Thursday 22nd Nov, 2018

Advanced manufacturing and professional services the future of Aussie exports: report

Image: Shutterstock
Image: Shutterstock

AUSTRALIA’S new export opportunities lie in building advanced manufacturing capability and capitalising on Australia’s professional services industries, according to a new report from the Department of Industry Innovation and Science.

The Industry Insights – Globalising Australia report, released by the department’s Office of the Chief Economist, shows that future growth opportunities will come from Australia’s manufacturing industry moving towards higher-value processes such as research and development and product design and marketing.

The report also reveals that Australia’s professional and finance industry services, often embedded in our commodities and advanced manufacturing exports, make up almost half the value of all Australian exports.

This is because conventional statistics often understate the economic contribution of services such as value chain logistics and co-ordination, accounting advice to exporters or other business services.

Acting chief economist David Turvey said the report confirmed the importance of supporting industry transition, removing trade barriers, and encouraging innovation to ensuring Australia’s place in the global trade environment.

“Australia is an outlier amongst developed nations when it comes to global trade, mainly supplying raw materials with limited participation in the production of final goods,” Mr Turvey said.

“This is partly due to geography. Australia is on the periphery of trading blocs, while an economy like Taiwan is in the middle of a manufacturing hub surrounded by China, Japan and Korea. But it also reflects our competitive advantages and resource endowments.”

Mr Turvey continued, saying the report shows the Australian economy is adapting to global trade patterns to its benefit.

“Australian manufacturing is restructuring to focus on the high value-add processes like R&D, design and marketing, while lower value-add production activities are offshored to lower wage countries,” he said.

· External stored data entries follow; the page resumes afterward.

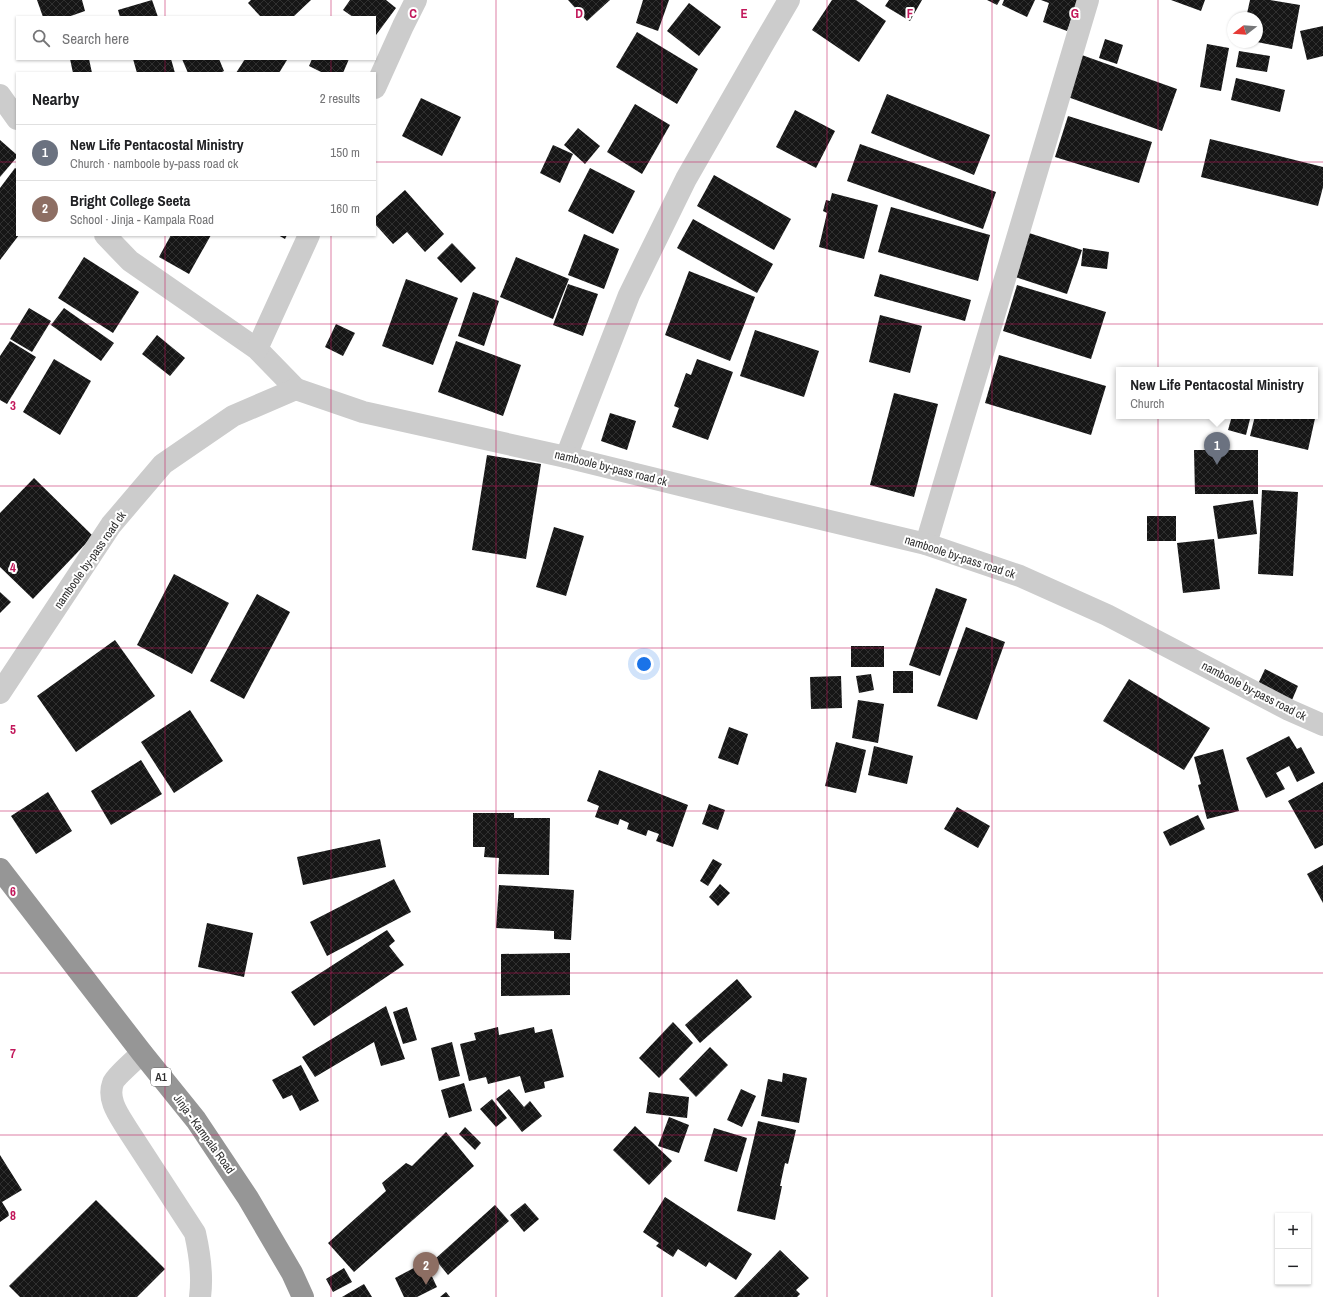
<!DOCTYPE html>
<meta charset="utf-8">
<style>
:root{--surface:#fff;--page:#f6f6f6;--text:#202124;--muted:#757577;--line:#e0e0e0;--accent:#e92d45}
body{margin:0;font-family:"Archivo Narrow",sans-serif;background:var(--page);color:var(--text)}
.controls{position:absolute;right:12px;bottom:12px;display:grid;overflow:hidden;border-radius:0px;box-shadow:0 1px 3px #0004}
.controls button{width:36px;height:36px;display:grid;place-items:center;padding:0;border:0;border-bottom:1px solid var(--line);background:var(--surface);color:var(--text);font:20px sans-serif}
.compass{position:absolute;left:1227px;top:12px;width:36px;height:36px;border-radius:50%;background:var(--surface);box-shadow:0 1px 3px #0004;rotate:253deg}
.you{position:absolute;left:644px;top:664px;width:14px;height:14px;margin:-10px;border:3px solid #fff;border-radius:50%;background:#1a73e8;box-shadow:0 0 0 6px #1a73e833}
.badge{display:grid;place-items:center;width:26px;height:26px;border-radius:50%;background:var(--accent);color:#fff;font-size:13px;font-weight:700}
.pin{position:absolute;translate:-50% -33px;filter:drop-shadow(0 1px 2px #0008)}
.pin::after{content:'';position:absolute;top:21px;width:14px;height:12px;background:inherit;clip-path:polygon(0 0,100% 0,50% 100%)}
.popup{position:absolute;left:1116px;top:367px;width:202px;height:52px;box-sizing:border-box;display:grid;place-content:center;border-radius:0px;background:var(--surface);filter:drop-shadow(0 1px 3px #0005);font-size:13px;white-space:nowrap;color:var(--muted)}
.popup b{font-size:15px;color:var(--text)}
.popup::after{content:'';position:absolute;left:50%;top:100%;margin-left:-8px;border:8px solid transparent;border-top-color:var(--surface)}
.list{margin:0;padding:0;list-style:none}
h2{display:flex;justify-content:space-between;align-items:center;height:52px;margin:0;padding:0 16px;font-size:17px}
h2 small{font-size:13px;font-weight:400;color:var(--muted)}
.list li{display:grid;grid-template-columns:26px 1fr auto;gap:12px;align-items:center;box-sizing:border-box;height:56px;padding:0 16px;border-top:1px solid var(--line)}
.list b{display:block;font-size:15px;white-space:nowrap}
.list p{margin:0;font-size:13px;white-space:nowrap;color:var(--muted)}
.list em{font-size:13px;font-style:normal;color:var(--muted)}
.icon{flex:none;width:22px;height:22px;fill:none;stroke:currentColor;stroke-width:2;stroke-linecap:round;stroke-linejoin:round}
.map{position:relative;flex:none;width:1323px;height:1297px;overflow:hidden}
.search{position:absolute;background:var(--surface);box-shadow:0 1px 3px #0004;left:16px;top:16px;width:360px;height:44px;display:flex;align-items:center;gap:10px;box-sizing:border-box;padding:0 14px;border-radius:0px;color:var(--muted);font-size:15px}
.panel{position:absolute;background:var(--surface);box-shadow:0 1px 3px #0004;left:16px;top:72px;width:360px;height:164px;border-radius:0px}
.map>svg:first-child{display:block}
.building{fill:url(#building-cross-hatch)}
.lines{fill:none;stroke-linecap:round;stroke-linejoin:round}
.street{stroke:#ccc;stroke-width:22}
.highway{stroke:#969696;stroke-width:22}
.grid{fill:none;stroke:#c2185b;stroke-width:1;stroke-opacity:0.55}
.labels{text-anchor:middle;stroke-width:4;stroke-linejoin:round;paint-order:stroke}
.shield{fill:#fff;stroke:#6d6d6d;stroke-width:1}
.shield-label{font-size:11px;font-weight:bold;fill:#2f2f2f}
.street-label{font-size:12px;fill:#2f2f2f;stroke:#fff}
.grid-label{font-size:13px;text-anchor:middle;font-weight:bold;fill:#c2185b;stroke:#fff;stroke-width:4;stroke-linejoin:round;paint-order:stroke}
</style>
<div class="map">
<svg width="1323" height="1297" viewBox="0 0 1323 1297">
<defs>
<pattern id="building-cross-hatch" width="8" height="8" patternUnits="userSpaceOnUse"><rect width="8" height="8" fill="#161616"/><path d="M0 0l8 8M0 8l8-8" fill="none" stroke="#303030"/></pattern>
</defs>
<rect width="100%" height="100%" fill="#fff"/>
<!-- building -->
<g class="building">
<path d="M37 0H82L85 11 68 17H43Z"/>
<path d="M152 0 158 17H120L118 10Z"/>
<path d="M251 0H311L293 17H261L248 3Z"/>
<path d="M350 0H386L396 8 376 35 375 34V17H353L343 10Z"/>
<path d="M568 0H610L587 21Z"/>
<path d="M643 0H669L658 31 636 23Z"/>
<path d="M832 0H856L886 21 859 62 812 30Z"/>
<path d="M889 0H922L910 21 885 6Z"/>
<path d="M987 0H1000L997 5Z"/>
<path d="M1004 0H1035L1027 17 1002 5Z"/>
<path d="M1041 0H1079L1067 31 1043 22 1049 3Z"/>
<path d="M1171 0H1205L1201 11Z"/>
<path d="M1250 0H1270L1300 5 1292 49 1257 42V18H1246Z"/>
<path d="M689 3 721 27 699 56 667 31Z"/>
<path d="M1323 26V56L1307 60 1300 31Z"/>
<path d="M637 32 698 69 677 104 616 67Z"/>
<path d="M1105 39 1123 45 1117 64 1099 58Z"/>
<path d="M1207 44 1229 48 1221 91 1200 87Z"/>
<path d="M1239 51 1270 56 1267 72 1236 67Z"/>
<path d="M1079 54 1177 89 1162 131 1065 96Z"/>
<path d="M70 59H89L92 73H73Z"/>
<path d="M133 59H171L175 73H137Z"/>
<path d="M182 59H219L224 71 220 73H188Z"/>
<path d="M245 59H286L287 60 279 73H236Z"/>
<path d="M312 59H349L343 73H323L309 66Z"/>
<path d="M1236 78 1285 90 1280 112 1231 100Z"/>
<path d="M887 94 990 135 974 175 871 133Z"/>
<path d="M421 98 461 117 442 156 402 136Z"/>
<path d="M635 104 670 125 642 174 607 152Z"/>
<path d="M795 110 835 131 816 168 776 147Z"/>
<path d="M1068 116 1152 142 1139 183 1055 157Z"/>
<path d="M578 128 600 146 585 164 564 145Z"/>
<path d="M1210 139 1323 167V187L1318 206 1201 177Z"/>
<path d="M0 140 17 155V157L0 177Z"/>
<path d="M860 144 996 192 983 229 847 181Z"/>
<path d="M553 145 573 154 560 183 540 173Z"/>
<path d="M15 168 17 169V235H19L0 260V188Z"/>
<path d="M590 168 635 191 613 234 568 211Z"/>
<path d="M714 175 791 219 774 250 697 206Z"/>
<path d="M405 190 444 234 425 252 407 232 393 244 375 224V217Z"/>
<path d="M832 193 878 205 864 259 819 247 827 213 823 211 826 200 830 201Z"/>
<path d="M891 207 990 235 978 281 878 252Z"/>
<path d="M693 219 773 264 757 293 677 248Z"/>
<path d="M1029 233 1082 250 1067 294 1015 277Z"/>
<path d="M584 234 619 249 604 289 568 275Z"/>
<path d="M171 235H211L189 274 159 257Z"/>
<path d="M278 235H287L285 239Z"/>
<path d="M452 243 476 268 461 283 437 258Z"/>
<path d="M1083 248 1109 252 1107 269 1081 266Z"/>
<path d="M84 257 139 292 113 333 58 298Z"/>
<path d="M516 257 569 279 553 319 500 297Z"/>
<path d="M689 271 755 297 730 361 665 335Z"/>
<path d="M880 274 971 300 965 321 874 296Z"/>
<path d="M406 279 458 298 433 365 382 346Z"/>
<path d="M568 284 598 294 583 336 553 325Z"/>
<path d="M1017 285 1106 312 1091 359 1003 331Z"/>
<path d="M473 292 499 301 484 346 458 336Z"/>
<path d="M29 308 51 321 32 352 10 339Z"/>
<path d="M64 308 114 343 101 361 51 325Z"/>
<path d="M880 315 922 326 910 373 869 362Z"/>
<path d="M336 324 355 333 343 356 325 347Z"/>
<path d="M755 330 819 351 804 397 740 376Z"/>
<path d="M157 335 185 358 170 376 142 354Z"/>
<path d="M10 341 36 357 7 404 0 400V356Z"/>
<path d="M456 341 521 365 503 416 438 392Z"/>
<path d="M999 355 1106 386 1091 435 985 403Z"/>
<path d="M54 359 91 381 60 435 23 412Z"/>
<path d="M697 359 733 372 708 440 672 427 679 408 674 406 686 373 691 375Z"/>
<path d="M894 393 938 404 914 497 870 485Z"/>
<path d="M1315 404 1318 405 1308 450 1250 436 1255 416H1315Z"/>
<path d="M610 413 636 421 627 450 601 441Z"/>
<path d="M1232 416 1250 419 1246 435 1228 430Z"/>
<path d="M1194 450H1258V494H1195Z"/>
<path d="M487 455 541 464 526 559 472 550Z"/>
<path d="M34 478 93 536 33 599 0 567V513Z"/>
<path d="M1262 490 1298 492 1293 576 1258 574Z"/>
<path d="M1253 500 1257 534 1218 539 1213 506Z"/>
<rect x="1147" y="516" width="29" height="25"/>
<path d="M554 527 584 536 566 596 536 587Z"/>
<path d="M1214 539 1220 589 1183 593 1177 543Z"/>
<path d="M174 574 229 603 192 674 137 645Z"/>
<path d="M936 588 967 599 940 676 909 665Z"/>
<path d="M0 592 11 602 0 613Z"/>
<path d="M257 594 290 612 244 699 210 681Z"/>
<path d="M966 627 1005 642 977 720 937 706Z"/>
<path d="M115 640 155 696 76 752 37 696Z"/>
<rect x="851" y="646" width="33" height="21"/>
<path d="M1265 669 1298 686 1292 700 1258 684Z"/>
<rect x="893" y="671" width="20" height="22"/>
<path d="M871 674 874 690 859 693 856 676Z"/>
<path d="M841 676 842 708 811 709 810 677Z"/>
<path d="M1129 679 1210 728 1184 770 1103 721Z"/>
<path d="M858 700 884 704 878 743 852 738Z"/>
<path d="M190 710 223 761 174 793 141 742Z"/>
<path d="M729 727 748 734 738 765 718 758Z"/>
<path d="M1289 736 1297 749 1301 747 1315 773 1297 782 1289 766 1276 773 1285 789 1266 798 1246 758Z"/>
<path d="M836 742 866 750 856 793 825 786Z"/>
<path d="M874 746 913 756 907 784 868 775Z"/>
<path d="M1223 749 1239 811 1207 819 1198 785 1201 784 1194 757Z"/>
<path d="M141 760 162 794 111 825 91 791Z"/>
<path d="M599 770 688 805 673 847 656 841 659 834 648 830 646 836 627 829 629 823 620 819 618 825 595 817 599 806 587 801Z"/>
<path d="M1323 782V845L1315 849 1288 801Z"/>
<path d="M48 792 72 831 36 854 11 816Z"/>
<path d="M709 804 725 810 718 830 702 824Z"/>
<path d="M957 807 990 826 978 848 944 829Z"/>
<path d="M473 813H514V818H550L549 875 498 874 499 858 484 857 485 847H473Z"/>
<path d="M1198 815 1205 829 1170 846 1163 832Z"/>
<path d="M380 839 386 867 303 885 297 857Z"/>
<path d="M713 859 722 864 708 886 700 881Z"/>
<path d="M1323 865V903L1307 874Z"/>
<path d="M394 879 411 912 327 956 310 922Z"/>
<path d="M720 884 730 893 718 906 709 897Z"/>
<path d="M499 885 574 890 571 940 554 939V931L496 928Z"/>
<path d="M207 923 253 933 244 977 198 967Z"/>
<path d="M387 930 395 941 389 946 404 965 314 1026 291 992Z"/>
<path d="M570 953V995L501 996V954Z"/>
<path d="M737 979 752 997 700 1043 685 1025Z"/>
<path d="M386 1006 405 1059 381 1066 374 1042 315 1077 302 1057Z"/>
<path d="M407 1007 417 1040 403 1044 393 1012Z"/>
<path d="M673 1022 693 1043 659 1078 639 1058Z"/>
<path d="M498 1027 499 1035 534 1027 535 1033 552 1029 564 1077 544 1082 545 1088 525 1093 520 1076 488 1084 486 1077 469 1081 460 1044 476 1040 474 1033Z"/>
<path d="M452 1042 460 1076 439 1081 431 1048Z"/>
<path d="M710 1047 728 1065 696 1097 679 1079Z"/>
<path d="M301 1065 319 1101 300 1111 292 1095 283 1099 272 1080Z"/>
<path d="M783 1073 807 1078 799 1123 761 1116 768 1079 782 1082Z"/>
<path d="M464 1083 472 1111 449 1118 441 1090Z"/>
<path d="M509 1089 524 1107 530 1101 542 1116 522 1132 496 1099Z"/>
<path d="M741 1089 756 1096 742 1127 727 1120Z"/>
<path d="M649 1092 689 1097 687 1118 646 1113Z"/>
<path d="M492 1099 507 1118 496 1127 480 1109Z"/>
<path d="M669 1117 689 1125 679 1153 658 1146Z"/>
<path d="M758 1121 796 1130 788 1164 785 1163 780 1186H782L775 1220 737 1211Z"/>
<path d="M635 1126 672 1161 649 1185 613 1150Z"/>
<path d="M465 1127 481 1143 475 1150 459 1134Z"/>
<path d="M714 1128 747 1138 737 1172 704 1161Z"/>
<path d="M446 1132 474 1166 354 1272 328 1243 386 1191 382 1183 406 1163 412 1166Z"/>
<path d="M0 1155 22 1190 2 1202 10 1215 0 1222Z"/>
<path d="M665 1197 752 1254 736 1280 709 1262 706 1267 678 1249 673 1257 656 1246 659 1243 643 1232Z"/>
<path d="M96 1200 165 1269 137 1297H20L9 1286Z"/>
<path d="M525 1203 539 1219 524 1232 510 1215Z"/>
<path d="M495 1205 509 1221 448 1275 435 1259Z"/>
<path d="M780 1250 809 1278 796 1290 800 1294 797 1297H734Z"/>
<path d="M425 1262 437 1287 417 1297H404L395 1278Z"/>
<path d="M344 1268 352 1282 333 1292 326 1279Z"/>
<path d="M364 1284 372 1297H342Z"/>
<path d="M446 1292 450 1297H440Z"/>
</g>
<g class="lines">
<!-- street -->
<g class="street">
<path d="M375 88 403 26 416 0"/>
<path d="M0 95 17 119"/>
<path d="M105 235 130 261 257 349 296 389"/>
<path d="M257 349 309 235"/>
<path d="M566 457 629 295 686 179 761 48 789 0"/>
<path d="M926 544 1088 0"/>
<path d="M0 693 111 525 163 464 233 416 296 389 363 412 566 457 737 499 926 544 1020 576 1107 615 1289 710 1323 725"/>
<path d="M142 1053C136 1059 115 1077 113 1083 107 1099 118 1114 126 1127L195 1233C200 1255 203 1275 200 1297"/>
</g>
<!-- highway -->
<path class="highway" d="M0 869 142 1053 196 1120 248 1198 292 1273 303 1297"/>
</g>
<!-- grid -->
<path class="grid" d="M165 0V17M331 0V17M496 0V1297M662 0V1297M827 0V1297M992 0V1297M1158 0V1297M165 59V73M331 59V73M0 162H17M375 162H1323M165 235V1297M331 235V1297M0 324H1323M0 486H1323M0 648H1323M0 811H1323M0 973H1323M0 1135H1323"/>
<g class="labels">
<!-- shield labels -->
<rect class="shield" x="151" y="1068" width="20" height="18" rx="3"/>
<g class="shield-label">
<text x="161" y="1081">A1</text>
</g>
<!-- street labels -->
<g class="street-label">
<text transform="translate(611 468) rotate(14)" y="4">namboole by-pass road ck</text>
<text transform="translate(960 557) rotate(18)" y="4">namboole by-pass road ck</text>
<text transform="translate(90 560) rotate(-55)" y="4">namboole by-pass road ck</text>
<text transform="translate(1254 691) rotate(27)" y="4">namboole by-pass road ck</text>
<text transform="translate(204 1134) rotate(54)" y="4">Jinja - Kampala Road</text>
</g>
</g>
<g class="grid-label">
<text x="413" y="18">C</text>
<text x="579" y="18">D</text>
<text x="744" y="18">E</text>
<text x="910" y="18">F</text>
<text x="1075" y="18">G</text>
<text x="13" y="410">3</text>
<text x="13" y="572">4</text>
<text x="13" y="734">5</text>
<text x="13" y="896">6</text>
<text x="13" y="1058">7</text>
<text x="13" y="1220">8</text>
</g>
</svg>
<div class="controls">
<button>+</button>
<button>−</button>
</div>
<svg class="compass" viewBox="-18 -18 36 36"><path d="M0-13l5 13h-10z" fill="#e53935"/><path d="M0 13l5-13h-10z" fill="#757577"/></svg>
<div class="you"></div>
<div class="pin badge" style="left:1217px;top:465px;background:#6b7280">1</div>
<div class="popup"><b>New Life Pentacostal Ministry</b>Church</div>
<div class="pin badge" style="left:426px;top:1285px;background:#8d6e63">2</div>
<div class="search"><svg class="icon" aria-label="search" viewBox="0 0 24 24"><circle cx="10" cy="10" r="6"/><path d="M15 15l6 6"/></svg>Search here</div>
<section class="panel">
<h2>Nearby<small>2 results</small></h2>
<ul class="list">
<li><span class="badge" style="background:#6b7280">1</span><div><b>New Life Pentacostal Ministry</b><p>Church · namboole by-pass road ck</p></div><em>150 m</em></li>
<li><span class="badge" style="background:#8d6e63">2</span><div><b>Bright College Seeta</b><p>School · Jinja - Kampala Road</p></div><em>160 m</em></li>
</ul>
</section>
</div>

“In addition, the conventional trade statistics understate the importance of services to Australian exports. The statistics show that products exported across Australia’s border are mostly commodities like iron ore or manufacturing products. Yet services make up nearly half of value added in all Australian exports. Put another way, the contributions of Australia’s highly-skilled professional services and finance industries are embedded in the lumps of rock that we export.”